Ellie Goulding, V&A online review - cautious liberation

A night at the museum is a graceful stopgap

Ellie Goulding steps coolly out of the Medieval and Renaissance gallery, in amongst monster-slaying Greek statuary, where a string section waits. Deprived of audiences for now, she has opted for an elegantly filmed showcase at the Victoria & Albert Museum, her red dress the sensually bright centrepiece of blue-lit tableaus.

Fourth album Brightest Blue is a similarly graceful mix of classical and hip-hop influences, confidently leaving space around her trademark voice, and partitioning off the sort of hit-chasing collaborations favoured on her previous, self-consciously big LA pop album, Delirium, to a separate disc. The latter’s inclusion acts as failsafe backup for an artist who, having begun on a Herefordshire council estate, knows pop stardom is a job with its own requirements; and one you can lose.

The simplicity of early hits such as “Lights” has anyway been rediscovered, alongside creative and personal bullishness, after a decade when she has felt like an impostor star, and smarted at dismissals of her writing and musicianship. Lyrics pick over relationships’ power dynamics, while asserting her strength.

Ellie Goulding at the V&A Museum“I was old when I was younger,” she opens on “Start”, tensed and crouched as if ready to fight. “Power”, which in its video asserts Goulding’s sexuality after a decade avoiding its exploitation, knowingly sets her apart from the values of previous pop icons: “I’m not a material girl/Everything in your world just feels like plastic.” Arms flung wide in freedom as backing singers apply gospel force, it’s tonight’s first liberating act. Fifty Shades of Grey tune “Love Me Like You Do” is theoretically giddier with sex, though she looks bored reciting its old verses as gated drums crash around her. She’s more involved in the visceral romantic messiness of “Bleach”, and the “dark side” of “Slow Grenade”.

It’s when arena shows’ usual costume-change interludes are replaced by ballet dancer Nafisah Baba snaking through the empty museum till she arrives at its locked doors, looking out at South Kensington as if caged, then Goulding reappears in the V&A’s forecourt pool, that the ambition of music and setting fuse. Her 2013 No 1 “Burn” considers time rushing past, suggesting life, or maybe just stardom’s accelerated, alienated version, as a panic attack. Austrian percussionist Manu Delago’s limpidly chiming Hang drums and Baba join her in the V&A’s shallow end for “Flux”, a sliding-doors consideration of an unlived life with a selfish lover.

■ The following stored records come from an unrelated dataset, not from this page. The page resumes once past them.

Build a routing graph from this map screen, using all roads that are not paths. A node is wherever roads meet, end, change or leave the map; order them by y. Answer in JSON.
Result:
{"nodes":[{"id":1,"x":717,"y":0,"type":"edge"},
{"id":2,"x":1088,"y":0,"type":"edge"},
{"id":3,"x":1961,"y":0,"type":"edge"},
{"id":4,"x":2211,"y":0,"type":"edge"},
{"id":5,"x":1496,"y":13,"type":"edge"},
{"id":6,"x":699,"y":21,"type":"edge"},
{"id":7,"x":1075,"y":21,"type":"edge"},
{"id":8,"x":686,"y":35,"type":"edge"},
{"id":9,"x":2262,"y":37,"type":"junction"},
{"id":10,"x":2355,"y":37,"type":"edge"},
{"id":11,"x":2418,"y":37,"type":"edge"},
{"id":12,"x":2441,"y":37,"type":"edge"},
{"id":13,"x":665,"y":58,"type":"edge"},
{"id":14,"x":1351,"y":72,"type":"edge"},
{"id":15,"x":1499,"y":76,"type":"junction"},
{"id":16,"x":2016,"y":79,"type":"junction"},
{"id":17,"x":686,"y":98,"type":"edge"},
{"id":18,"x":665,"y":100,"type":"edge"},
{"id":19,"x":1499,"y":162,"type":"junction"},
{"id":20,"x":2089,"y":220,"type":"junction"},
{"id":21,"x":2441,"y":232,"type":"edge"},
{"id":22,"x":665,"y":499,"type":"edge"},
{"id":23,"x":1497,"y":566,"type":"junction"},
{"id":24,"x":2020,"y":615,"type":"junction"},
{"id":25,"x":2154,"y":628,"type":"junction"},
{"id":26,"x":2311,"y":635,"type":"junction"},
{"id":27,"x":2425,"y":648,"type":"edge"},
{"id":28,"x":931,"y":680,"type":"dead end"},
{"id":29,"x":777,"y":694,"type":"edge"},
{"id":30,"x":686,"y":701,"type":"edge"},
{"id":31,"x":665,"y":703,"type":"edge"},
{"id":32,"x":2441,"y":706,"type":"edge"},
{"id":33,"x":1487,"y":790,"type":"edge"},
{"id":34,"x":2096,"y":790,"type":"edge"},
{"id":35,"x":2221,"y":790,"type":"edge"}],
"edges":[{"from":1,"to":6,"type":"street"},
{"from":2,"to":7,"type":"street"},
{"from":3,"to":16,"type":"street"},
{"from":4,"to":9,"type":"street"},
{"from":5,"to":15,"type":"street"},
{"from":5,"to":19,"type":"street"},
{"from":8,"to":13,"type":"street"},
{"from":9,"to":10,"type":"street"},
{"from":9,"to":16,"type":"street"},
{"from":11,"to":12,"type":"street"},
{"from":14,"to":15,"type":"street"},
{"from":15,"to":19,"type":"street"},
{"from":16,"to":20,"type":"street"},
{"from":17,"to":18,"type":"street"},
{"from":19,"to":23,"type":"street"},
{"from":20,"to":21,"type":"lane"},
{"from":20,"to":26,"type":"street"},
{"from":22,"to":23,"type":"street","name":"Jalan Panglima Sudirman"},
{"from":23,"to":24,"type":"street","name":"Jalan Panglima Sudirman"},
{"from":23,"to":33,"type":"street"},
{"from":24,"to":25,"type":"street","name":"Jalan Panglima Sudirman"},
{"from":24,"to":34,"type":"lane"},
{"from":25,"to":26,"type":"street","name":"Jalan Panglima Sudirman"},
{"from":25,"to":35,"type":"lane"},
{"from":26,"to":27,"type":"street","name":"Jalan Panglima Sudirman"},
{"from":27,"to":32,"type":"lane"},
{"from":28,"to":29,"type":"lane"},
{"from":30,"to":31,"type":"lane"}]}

Goulding gives her voice full rein on the home straight: rap-rhythmic, or impishly elasticating the word “cool”. Her red cloak is shrugged off for bra and shorts on “How Deep”, as if she’s arrived safely home. She is still a cautious artist, with one eye on not falling from her peak. But there are glimpses of how good she may yet be beneath the sombre lunar lights of this stopgap, revealing showcase.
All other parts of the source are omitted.